Prossimi alla riapertura dei bar, in questo articolo vi parliamo delle consegne a domicilio con il Food Box, un nuovo modo di fare delivery.

Volenti o no, le disposizioni in materia sanitaria del governo andranno rispettate, in primo luogo per la tutela della salute di lavoratori e clienti, e in secondo luogo perché il rischio di essere sanzionati è altissimo.

Si prevedono controlli a tappeto e tolleranza zero per chi non si attiene scrupolosamente alle norme igienico sanitarie (non ancora emanate dal governo).

Si parla di pareti in plexiglass, riduzione del numero di ospiti all'interno dei bar, dimezzamento dei posti a sedere, sanificazione degli ambienti e altro ancora.

Abbiamo trattato più volte questi argomenti, (leggi i nostri articoli sulla FASE 2 e sul DELIVERY), consigliando alternative al normale svolgimento dell'attività pre-coronavirus ed esplorando il mondo del delivery in tutte le sue sfumature.

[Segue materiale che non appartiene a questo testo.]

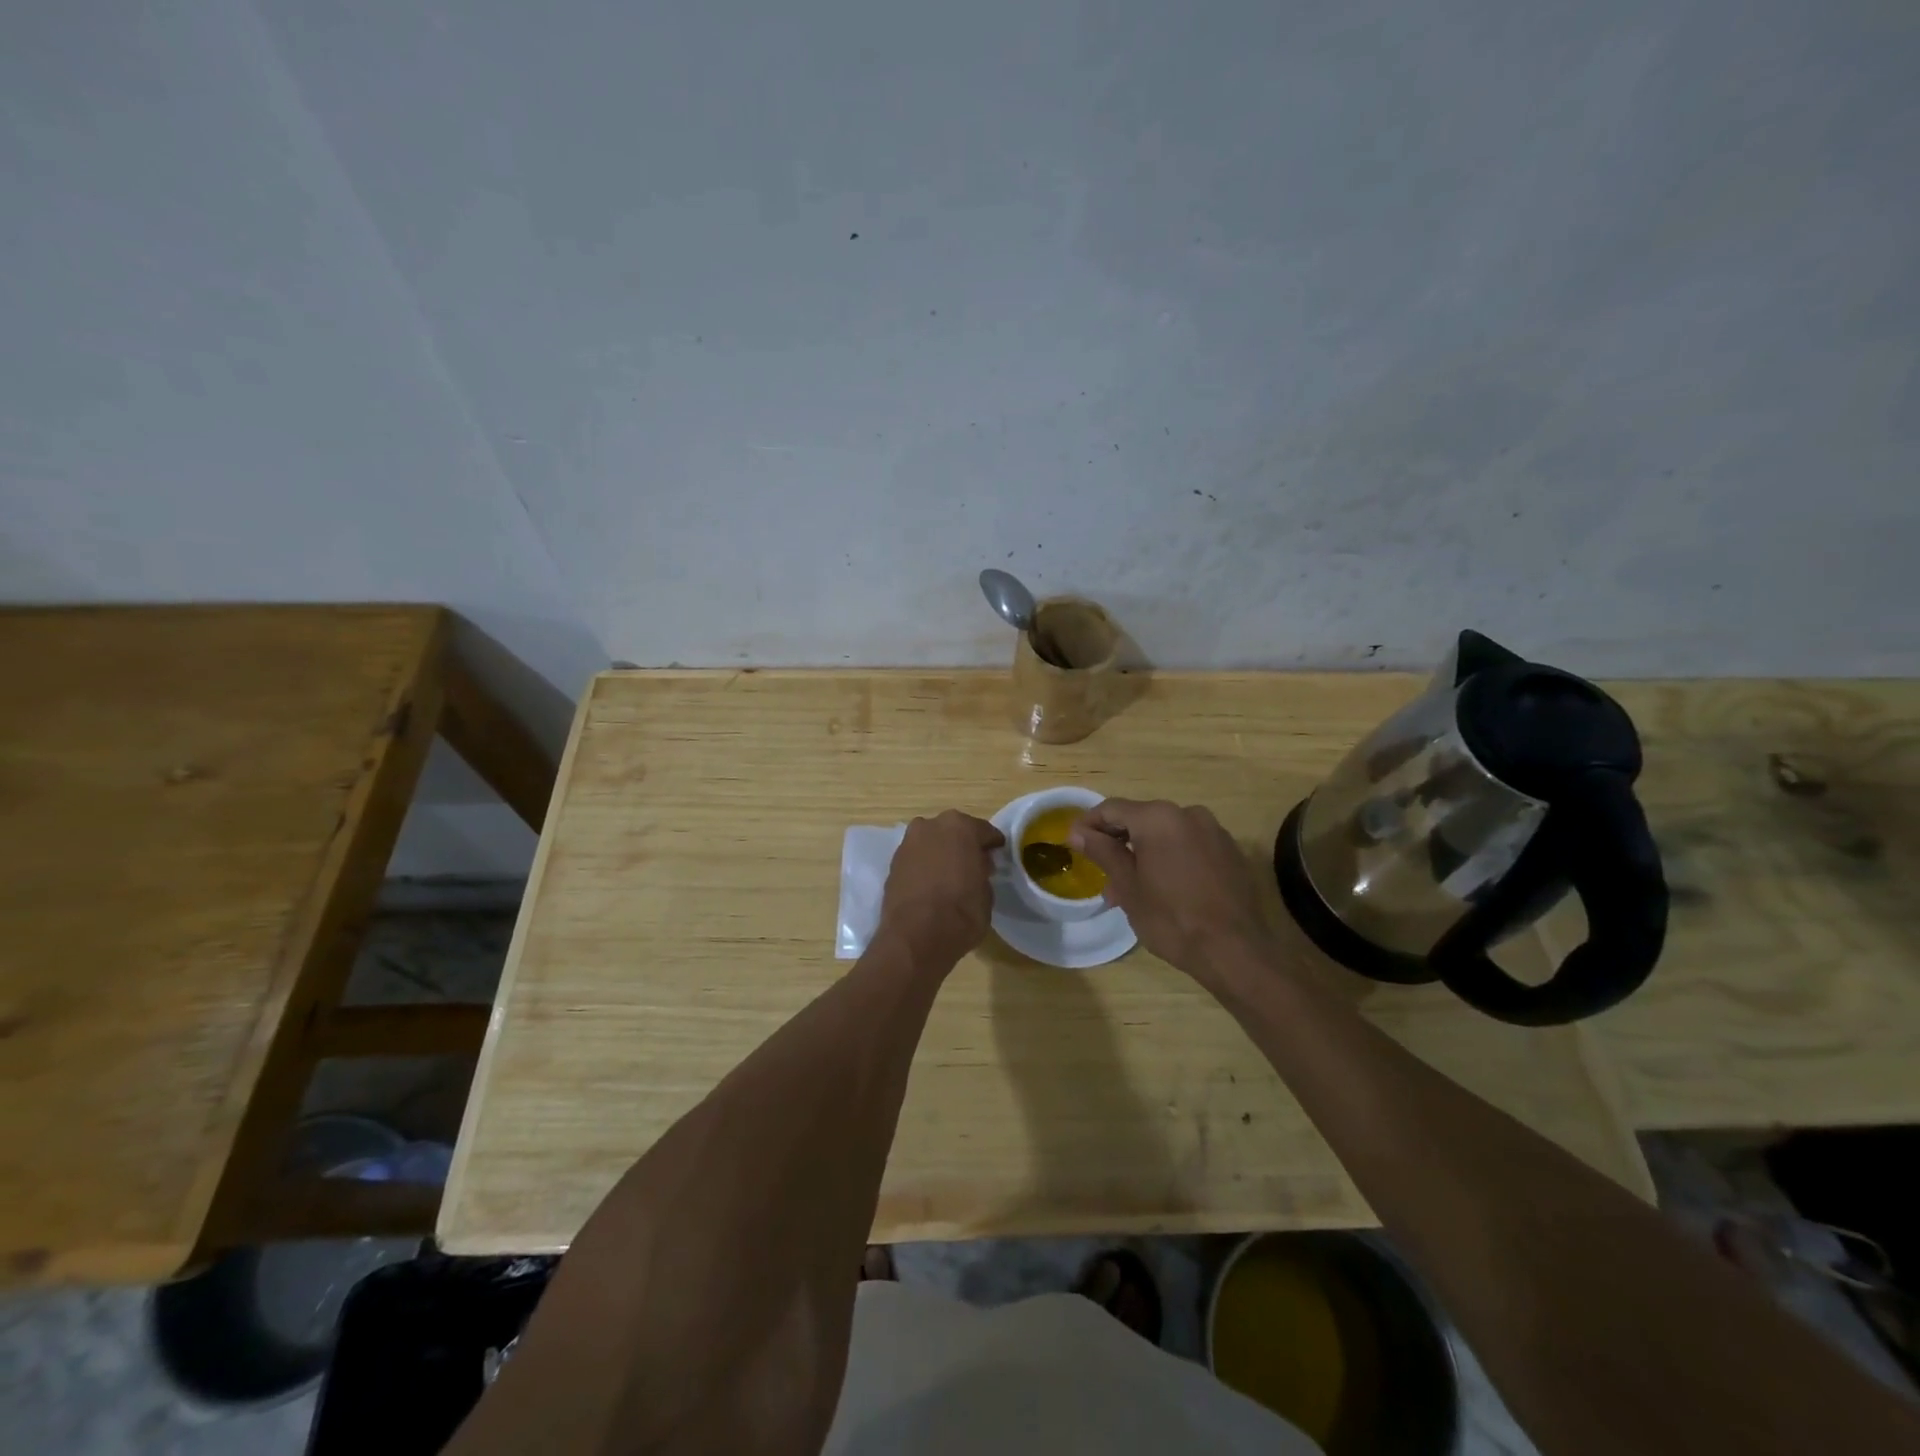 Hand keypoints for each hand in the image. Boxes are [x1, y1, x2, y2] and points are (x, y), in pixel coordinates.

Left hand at [877, 810, 1005, 968]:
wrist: (915, 936)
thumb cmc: (961, 912)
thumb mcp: (987, 893)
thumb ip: (982, 871)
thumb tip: (977, 868)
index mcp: (961, 826)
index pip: (984, 831)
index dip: (992, 845)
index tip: (996, 856)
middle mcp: (932, 826)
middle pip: (954, 831)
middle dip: (963, 845)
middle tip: (973, 865)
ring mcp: (908, 842)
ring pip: (932, 842)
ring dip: (941, 853)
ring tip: (949, 876)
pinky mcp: (892, 862)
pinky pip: (916, 858)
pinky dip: (924, 866)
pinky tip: (930, 884)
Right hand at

Le consegne a domicilio non sono una novità, già negli anni '70, i garzoni dei bar consegnavano, con il loro vassoio metallico, bevande e alimenti in negozi e uffici del quartiere.

Con il passare del tempo e soprattutto con l'avvento di internet, questi servizi accessori si sono trasformati in applicazioni per smartphone, estendendo il raggio d'azione delle consegne anche a domicilio e fino a tarda serata.

Sicuramente a farla da padrone sulle varie app presenti sul mercato sono le pizzerie, seguite a ruota dai fast-food (kebab) ed hamburgherie.

I bar, specie nel mercato italiano, zoppicano e non poco dentro questo mercato, in primis perché c'è una sola app dedicata alla colazione e ai bar (vedi articolo dedicato a Breakfast Point), in secondo luogo l'offerta è limitata alla colazione italiana e non sono ancora state approfondite le altre nicchie di mercato, che consentirebbero a molti bar di allargare il proprio bacino di clienti.

Navigando tra i gruppi di settore, la sensazione è che ci sia poca voglia di mettersi in gioco, si preferisce rimanere all'interno della zona comfort e non esplorare i mari alla scoperta di nuove terre.

È chiaro che un caffè d'asporto perde di sapore e consistenza, e un cappuccino non è tale se non schiumato al momento, da qui l'idea di abbandonare a priori un servizio che nel futuro dovrà essere considerato come una fonte di guadagno supplementare.

Ho un bar, non voglio che ai miei clienti arrivi a casa un prodotto che non sia di qualità e allora cosa fare?

Si chiama Food Box, letteralmente "scatola del cibo": basta aguzzare l'ingegno e la fantasia e creare scatole su misura per ogni cliente, da consegnare a domicilio, con dentro tutto il necessario per la colazione.

Così puoi creare dei menù easy to do, che il cliente può prepararsi al mattino seguendo le indicazioni contenute sul fronte della scatola.

In ogni Food Box puoi inserire le polveri da sciogliere in acqua calda, come il ginseng o l'orzo, la brioche sottovuoto e l'ampolla monouso con le spremute o i centrifugati freschi. E così, un cliente ogni mattina, a qualsiasi ora lo desideri, può avere la sua Food Box pronta da gustare.

Vi sveliamo un segreto, voi che state leggendo questo articolo sareste i primi a farlo nel vostro mercato. In bocca a lupo.